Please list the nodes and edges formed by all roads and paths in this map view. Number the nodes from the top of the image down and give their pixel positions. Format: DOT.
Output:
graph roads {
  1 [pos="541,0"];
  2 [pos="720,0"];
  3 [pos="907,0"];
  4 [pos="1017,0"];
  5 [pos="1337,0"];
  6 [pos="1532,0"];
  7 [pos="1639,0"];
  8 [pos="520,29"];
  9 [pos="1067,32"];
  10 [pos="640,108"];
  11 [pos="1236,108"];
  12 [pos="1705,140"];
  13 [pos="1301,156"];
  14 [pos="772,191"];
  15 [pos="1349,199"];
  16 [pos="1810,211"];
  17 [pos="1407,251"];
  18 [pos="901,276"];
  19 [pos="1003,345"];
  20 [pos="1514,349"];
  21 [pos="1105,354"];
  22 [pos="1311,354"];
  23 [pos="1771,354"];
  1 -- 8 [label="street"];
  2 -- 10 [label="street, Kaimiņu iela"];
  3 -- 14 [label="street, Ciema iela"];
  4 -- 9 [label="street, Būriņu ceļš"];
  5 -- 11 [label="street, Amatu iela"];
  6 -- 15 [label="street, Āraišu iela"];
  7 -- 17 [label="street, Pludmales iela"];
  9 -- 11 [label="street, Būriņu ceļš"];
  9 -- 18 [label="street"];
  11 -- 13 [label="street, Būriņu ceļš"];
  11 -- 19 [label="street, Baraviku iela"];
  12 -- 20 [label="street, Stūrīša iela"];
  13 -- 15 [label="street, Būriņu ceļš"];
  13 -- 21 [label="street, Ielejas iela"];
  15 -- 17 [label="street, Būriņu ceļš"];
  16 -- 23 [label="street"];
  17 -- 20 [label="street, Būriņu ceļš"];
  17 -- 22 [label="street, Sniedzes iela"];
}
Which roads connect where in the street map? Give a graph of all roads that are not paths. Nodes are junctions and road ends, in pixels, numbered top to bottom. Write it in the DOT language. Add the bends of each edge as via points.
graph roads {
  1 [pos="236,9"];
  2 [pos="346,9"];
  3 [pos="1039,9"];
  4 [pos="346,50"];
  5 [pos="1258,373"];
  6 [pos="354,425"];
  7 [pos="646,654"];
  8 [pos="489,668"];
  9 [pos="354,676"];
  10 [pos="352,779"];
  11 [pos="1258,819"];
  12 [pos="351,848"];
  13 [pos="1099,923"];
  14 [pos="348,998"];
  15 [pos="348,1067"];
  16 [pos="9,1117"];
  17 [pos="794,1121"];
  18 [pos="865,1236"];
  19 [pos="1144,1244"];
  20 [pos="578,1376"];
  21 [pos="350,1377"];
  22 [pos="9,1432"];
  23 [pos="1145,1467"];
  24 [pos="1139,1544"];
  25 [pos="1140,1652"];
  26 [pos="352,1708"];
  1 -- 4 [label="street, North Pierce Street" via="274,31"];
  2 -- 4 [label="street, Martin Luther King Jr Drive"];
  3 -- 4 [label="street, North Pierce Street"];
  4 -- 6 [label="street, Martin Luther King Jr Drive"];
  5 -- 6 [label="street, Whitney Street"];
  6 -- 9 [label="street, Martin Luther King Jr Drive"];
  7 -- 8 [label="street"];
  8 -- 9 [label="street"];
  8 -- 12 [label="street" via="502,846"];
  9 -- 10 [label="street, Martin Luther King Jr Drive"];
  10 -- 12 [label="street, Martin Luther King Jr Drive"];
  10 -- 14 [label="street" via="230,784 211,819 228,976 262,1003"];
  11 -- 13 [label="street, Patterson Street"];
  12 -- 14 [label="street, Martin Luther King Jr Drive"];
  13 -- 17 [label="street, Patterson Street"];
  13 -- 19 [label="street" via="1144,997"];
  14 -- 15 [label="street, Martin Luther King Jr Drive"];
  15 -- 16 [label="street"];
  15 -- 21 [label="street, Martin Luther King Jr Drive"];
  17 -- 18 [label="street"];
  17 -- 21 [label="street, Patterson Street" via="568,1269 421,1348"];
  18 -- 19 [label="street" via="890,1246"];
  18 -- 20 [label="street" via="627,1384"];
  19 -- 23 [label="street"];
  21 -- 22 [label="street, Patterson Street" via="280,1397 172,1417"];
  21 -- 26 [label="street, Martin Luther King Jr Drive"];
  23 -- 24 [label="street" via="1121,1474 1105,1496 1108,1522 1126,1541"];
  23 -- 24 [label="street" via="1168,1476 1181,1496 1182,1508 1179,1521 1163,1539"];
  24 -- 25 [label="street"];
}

·····

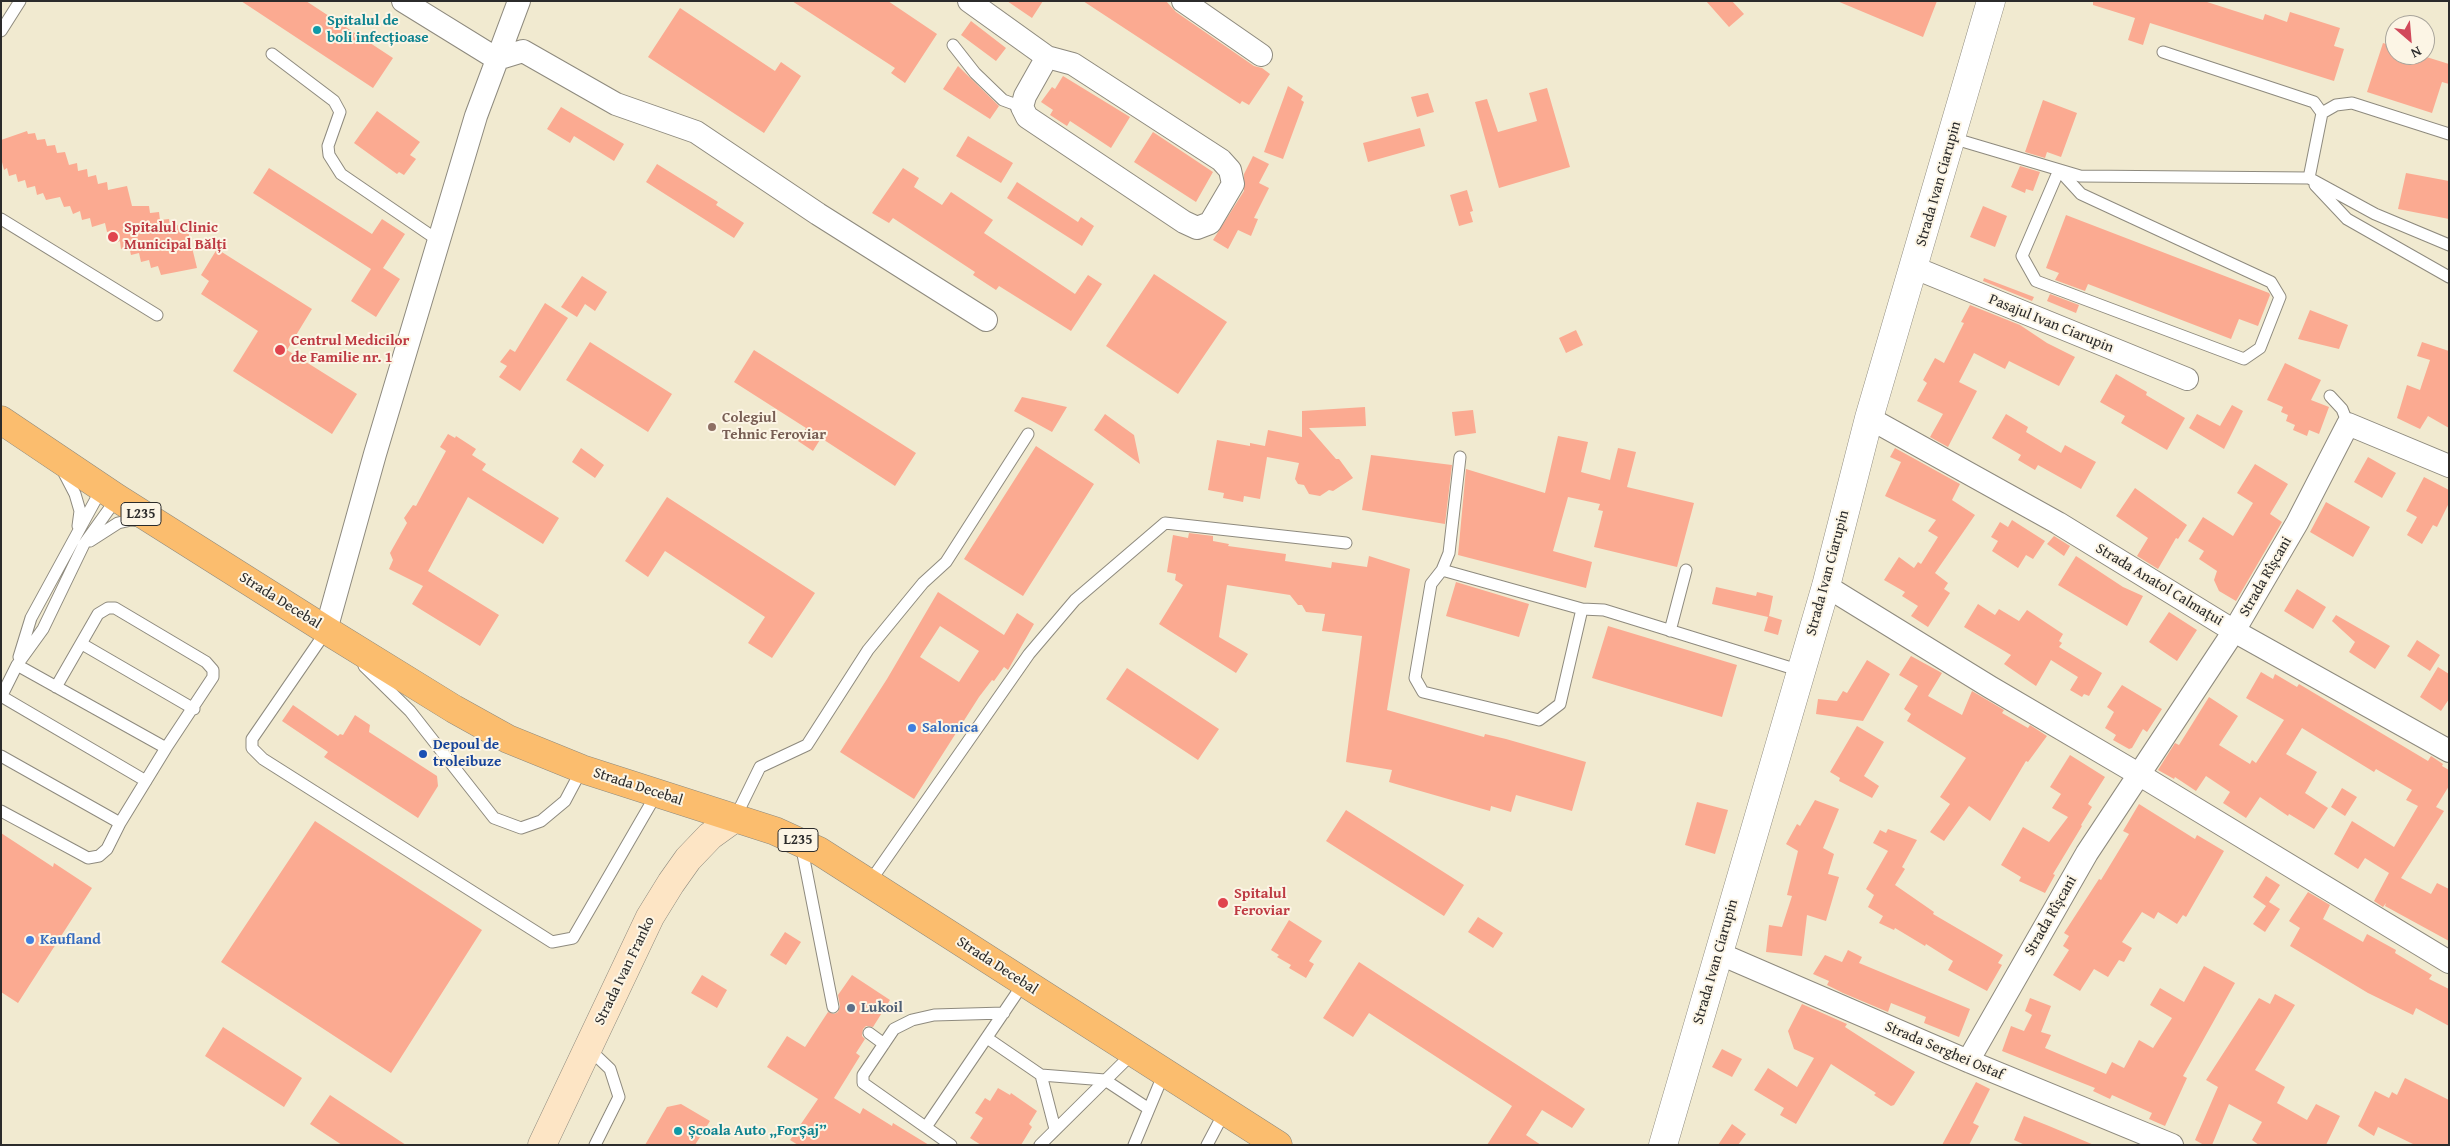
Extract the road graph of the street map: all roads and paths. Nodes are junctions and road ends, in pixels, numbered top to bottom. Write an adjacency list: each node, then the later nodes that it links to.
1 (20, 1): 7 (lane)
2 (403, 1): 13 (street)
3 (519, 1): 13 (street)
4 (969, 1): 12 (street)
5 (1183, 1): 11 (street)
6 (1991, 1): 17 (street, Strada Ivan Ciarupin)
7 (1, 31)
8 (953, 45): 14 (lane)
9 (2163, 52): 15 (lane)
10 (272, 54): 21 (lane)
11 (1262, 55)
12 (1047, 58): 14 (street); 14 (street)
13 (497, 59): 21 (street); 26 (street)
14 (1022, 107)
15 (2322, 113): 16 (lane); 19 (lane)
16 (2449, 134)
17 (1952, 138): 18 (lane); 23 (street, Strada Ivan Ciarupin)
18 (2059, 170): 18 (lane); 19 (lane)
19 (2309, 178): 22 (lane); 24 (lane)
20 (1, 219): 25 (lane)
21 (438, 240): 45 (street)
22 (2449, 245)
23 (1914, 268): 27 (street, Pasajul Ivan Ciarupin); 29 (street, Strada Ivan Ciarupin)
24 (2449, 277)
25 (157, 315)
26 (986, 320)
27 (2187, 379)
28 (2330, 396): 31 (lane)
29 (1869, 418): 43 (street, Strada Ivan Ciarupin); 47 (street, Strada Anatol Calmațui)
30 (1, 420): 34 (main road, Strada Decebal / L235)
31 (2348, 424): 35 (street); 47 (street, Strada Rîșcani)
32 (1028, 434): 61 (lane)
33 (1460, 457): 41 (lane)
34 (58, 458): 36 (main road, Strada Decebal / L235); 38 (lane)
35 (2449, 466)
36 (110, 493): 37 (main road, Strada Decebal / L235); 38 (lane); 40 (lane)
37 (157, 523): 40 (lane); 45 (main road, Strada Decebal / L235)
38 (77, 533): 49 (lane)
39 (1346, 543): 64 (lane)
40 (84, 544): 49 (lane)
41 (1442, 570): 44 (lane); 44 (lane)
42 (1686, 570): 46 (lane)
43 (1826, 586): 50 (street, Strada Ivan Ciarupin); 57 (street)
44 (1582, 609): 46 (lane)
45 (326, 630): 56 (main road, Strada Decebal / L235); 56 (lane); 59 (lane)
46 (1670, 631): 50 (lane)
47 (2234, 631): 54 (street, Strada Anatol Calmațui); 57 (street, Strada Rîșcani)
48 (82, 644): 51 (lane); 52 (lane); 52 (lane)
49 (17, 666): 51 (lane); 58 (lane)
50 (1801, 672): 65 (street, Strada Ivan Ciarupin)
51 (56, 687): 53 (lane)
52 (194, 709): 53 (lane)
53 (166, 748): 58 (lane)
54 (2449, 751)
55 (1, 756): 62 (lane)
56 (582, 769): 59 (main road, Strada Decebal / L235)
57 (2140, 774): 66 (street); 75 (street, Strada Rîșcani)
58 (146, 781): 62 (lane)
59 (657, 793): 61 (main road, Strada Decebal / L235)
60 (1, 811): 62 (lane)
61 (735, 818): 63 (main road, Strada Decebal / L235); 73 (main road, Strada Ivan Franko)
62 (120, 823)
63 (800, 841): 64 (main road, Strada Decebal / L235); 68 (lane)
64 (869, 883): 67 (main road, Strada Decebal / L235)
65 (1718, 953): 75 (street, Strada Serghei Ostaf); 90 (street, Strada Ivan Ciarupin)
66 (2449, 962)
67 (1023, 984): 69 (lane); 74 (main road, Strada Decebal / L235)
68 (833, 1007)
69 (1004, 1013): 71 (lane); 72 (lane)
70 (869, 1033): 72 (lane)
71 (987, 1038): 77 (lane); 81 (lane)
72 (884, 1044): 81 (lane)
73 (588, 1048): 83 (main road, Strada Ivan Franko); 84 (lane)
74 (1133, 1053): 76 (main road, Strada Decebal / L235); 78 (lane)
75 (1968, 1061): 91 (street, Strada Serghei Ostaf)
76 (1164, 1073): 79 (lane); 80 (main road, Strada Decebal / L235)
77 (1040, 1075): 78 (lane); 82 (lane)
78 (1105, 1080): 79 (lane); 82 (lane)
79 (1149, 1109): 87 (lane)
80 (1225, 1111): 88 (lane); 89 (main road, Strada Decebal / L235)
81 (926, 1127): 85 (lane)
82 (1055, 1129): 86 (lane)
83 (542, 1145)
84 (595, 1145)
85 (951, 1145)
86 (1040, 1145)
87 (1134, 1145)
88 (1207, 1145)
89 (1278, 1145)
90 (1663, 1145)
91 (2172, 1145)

·····

Exercise brief
All lines in the listing above with the string "each" should be returned.

Result below
Which roads connect where in the street map? Give a graph of all roads that are not paths. Nodes are junctions and road ends, in pixels, numbered top to bottom. Write it in the DOT language. Add the bends of each edge as via points.
Extract the road graph of the street map: all roads and paths. Nodes are junctions and road ends, in pixels, numbered top to bottom. Write an adjacency list: each node, then the later nodes that it links to.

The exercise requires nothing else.